[Stored items]
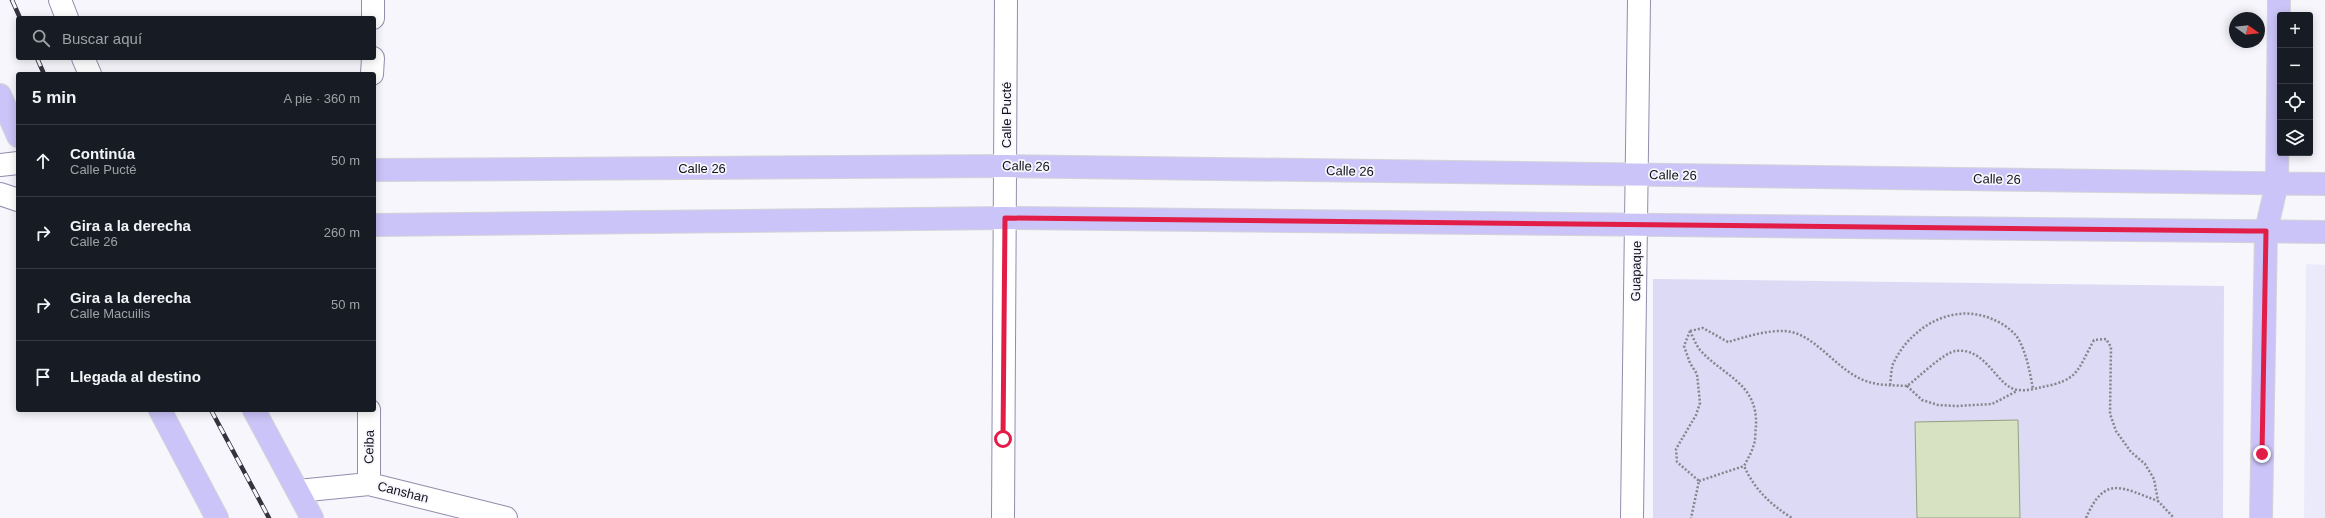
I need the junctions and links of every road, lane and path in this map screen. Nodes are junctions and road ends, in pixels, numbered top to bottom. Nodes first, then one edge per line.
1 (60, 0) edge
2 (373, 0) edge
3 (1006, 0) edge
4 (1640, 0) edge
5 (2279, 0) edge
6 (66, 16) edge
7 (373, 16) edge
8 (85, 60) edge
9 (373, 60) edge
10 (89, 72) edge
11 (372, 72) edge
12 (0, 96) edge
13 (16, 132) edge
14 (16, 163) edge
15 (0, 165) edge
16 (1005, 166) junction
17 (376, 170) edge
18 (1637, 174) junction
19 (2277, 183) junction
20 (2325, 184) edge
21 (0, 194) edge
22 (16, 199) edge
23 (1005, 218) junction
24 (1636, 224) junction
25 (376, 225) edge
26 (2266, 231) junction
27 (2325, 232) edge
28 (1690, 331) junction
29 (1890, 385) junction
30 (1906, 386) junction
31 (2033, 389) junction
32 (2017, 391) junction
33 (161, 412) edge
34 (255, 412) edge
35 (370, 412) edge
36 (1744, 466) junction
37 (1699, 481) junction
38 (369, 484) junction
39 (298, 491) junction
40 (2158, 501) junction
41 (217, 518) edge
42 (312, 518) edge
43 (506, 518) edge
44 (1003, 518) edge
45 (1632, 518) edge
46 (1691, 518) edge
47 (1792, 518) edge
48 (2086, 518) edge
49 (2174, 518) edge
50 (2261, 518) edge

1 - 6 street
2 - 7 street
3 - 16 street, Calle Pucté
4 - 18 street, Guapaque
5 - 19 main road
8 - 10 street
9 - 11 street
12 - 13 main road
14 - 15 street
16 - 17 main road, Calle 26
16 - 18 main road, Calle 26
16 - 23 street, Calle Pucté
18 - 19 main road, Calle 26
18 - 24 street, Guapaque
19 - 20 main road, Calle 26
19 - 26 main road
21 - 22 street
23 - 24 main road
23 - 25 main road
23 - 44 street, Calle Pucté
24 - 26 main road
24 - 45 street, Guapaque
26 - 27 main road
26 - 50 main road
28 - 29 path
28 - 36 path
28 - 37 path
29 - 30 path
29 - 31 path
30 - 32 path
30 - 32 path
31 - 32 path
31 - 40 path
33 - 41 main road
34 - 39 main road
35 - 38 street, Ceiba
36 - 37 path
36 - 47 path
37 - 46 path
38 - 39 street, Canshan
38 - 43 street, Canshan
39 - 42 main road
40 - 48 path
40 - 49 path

§ TASK
Without the pictures, repeat all the records word for word.

§ EXERCISE RESULT
I need the junctions and links of every road, lane and path in this map screen. Nodes are junctions and road ends, in pixels, numbered top to bottom. Nodes first, then one edge per line.
1 (60, 0) edge
2 (373, 0) edge
3 (1006, 0) edge
4 (1640, 0) edge
5 (2279, 0) edge
6 (66, 16) edge
7 (373, 16) edge
8 (85, 60) edge
9 (373, 60) edge
10 (89, 72) edge
11 (372, 72) edge
12 (0, 96) edge
13 (16, 132) edge
14 (16, 163) edge
15 (0, 165) edge
16 (1005, 166) junction
17 (376, 170) edge
18 (1637, 174) junction
19 (2277, 183) junction
20 (2325, 184) edge
21 (0, 194) edge
22 (16, 199) edge
23 (1005, 218) junction
24 (1636, 224) junction
25 (376, 225) edge
26 (2266, 231) junction
27 (2325, 232) edge
28 (1690, 331) junction
29 (1890, 385) junction
30 (1906, 386) junction
31 (2033, 389) junction
32 (2017, 391) junction
33 (161, 412) edge
34 (255, 412) edge
35 (370, 412) edge
36 (1744, 466) junction
37 (1699, 481) junction
38 (369, 484) junction
39 (298, 491) junction
40 (2158, 501) junction
41 (217, 518) edge
42 (312, 518) edge
43 (506, 518) edge
44 (1003, 518) edge
45 (1632, 518) edge
46 (1691, 518) edge
47 (1792, 518) edge
48 (2086, 518) edge
49 (2174, 518) edge
50 (2261, 518) edge

1 - 6 street
2 - 7 street
3 - 16 street, Calle Pucté
4 - 18 street, Guapaque
5 - 19 main road
8 - 10 street
9 - 11 street
12 - 13 main road
14 - 15 street
16 - 17 main road, Calle 26
16 - 18 main road, Calle 26
16 - 23 street, Calle Pucté
18 - 19 main road, Calle 26
18 - 24 street, Guapaque
19 - 20 main road, Calle 26
19 - 26 main road
21 - 22 street
23 - 24 main road
23 - 25 main road
23 - 44 street, Calle Pucté
24 - 26 main road
24 - 45 street, Guapaque
26 - 27 main road
26 - 50 main road
28 - 29 path
28 - 36 path
28 - 37 path
29 - 30 path
29 - 31 path
30 - 32 path
30 - 32 path
31 - 32 path
31 - 40 path
33 - 41 main road
34 - 39 main road
35 - 38 street, Ceiba
36 - 37 path
36 - 47 path
37 - 46 path
38 - 39 street, Canshan
38 - 43 street, Canshan
39 - 42 main road
40 - 48 path
40 - 49 path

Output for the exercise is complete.